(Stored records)
------------------------

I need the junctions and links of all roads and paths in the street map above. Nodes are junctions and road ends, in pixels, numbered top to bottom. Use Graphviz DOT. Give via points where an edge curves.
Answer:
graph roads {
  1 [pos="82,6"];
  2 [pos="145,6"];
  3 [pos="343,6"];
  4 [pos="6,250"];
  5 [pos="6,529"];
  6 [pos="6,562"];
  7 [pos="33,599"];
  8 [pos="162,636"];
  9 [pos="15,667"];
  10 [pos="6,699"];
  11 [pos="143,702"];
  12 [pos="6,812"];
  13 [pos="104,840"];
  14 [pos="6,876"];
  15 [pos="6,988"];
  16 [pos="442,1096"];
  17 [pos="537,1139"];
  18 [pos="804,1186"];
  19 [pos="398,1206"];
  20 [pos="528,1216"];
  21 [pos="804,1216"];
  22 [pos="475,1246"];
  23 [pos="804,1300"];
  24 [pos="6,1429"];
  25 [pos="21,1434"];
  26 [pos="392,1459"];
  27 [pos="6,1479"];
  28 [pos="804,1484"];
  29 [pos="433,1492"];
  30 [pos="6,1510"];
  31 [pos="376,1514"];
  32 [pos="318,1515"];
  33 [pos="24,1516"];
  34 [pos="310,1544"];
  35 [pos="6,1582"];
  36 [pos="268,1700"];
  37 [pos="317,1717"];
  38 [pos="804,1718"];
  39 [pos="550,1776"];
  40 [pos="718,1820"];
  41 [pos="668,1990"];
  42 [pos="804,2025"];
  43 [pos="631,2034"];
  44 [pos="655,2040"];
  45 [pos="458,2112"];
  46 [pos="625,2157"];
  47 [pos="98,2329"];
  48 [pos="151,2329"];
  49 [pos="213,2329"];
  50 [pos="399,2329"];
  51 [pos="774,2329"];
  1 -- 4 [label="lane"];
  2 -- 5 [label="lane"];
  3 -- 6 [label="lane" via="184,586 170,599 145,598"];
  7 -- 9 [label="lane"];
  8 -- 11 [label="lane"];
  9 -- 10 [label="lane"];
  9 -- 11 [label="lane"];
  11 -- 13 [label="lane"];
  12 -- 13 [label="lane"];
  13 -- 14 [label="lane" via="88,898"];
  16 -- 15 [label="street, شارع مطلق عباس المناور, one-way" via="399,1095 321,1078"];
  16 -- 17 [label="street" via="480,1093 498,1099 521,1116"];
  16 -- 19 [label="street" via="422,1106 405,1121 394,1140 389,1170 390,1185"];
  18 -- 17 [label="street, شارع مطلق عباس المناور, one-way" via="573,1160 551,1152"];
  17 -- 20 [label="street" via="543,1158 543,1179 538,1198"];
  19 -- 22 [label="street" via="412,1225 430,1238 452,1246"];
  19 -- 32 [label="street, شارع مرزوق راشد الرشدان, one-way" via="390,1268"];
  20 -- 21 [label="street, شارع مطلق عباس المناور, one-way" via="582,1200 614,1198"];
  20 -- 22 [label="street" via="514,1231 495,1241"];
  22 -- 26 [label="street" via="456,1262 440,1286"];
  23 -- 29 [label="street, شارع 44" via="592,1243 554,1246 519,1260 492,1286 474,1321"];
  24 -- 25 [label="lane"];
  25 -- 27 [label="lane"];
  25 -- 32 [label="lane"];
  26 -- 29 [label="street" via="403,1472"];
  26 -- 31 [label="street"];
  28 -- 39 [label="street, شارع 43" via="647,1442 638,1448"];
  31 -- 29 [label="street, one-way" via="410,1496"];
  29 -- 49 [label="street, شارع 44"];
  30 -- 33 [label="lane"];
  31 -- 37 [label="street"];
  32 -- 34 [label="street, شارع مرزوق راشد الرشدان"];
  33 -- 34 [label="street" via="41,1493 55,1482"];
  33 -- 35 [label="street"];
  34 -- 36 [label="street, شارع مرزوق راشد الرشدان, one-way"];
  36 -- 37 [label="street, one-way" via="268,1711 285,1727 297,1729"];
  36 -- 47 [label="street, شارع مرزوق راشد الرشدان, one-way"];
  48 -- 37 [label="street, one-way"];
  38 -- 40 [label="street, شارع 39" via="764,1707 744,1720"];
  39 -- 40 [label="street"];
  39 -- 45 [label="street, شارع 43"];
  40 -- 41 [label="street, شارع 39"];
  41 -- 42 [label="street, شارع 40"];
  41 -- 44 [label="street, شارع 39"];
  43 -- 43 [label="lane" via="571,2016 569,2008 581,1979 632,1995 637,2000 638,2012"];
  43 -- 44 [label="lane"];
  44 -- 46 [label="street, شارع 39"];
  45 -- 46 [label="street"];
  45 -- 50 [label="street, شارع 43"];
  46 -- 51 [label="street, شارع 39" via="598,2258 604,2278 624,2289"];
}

------------------------

* What is being asked:
Find the lines above that contain the word "راشد" and copy each one.

* Response for this exercise:
  19 -- 32 [label="street, شارع مرزوق راشد الرشدان, one-way" via="390,1268"];
  32 -- 34 [label="street, شارع مرزوق راشد الرشدان"];
  34 -- 36 [label="street, شارع مرزوق راشد الرشدان, one-way"];
  36 -- 47 [label="street, شارع مرزوق راشد الرشدان, one-way"];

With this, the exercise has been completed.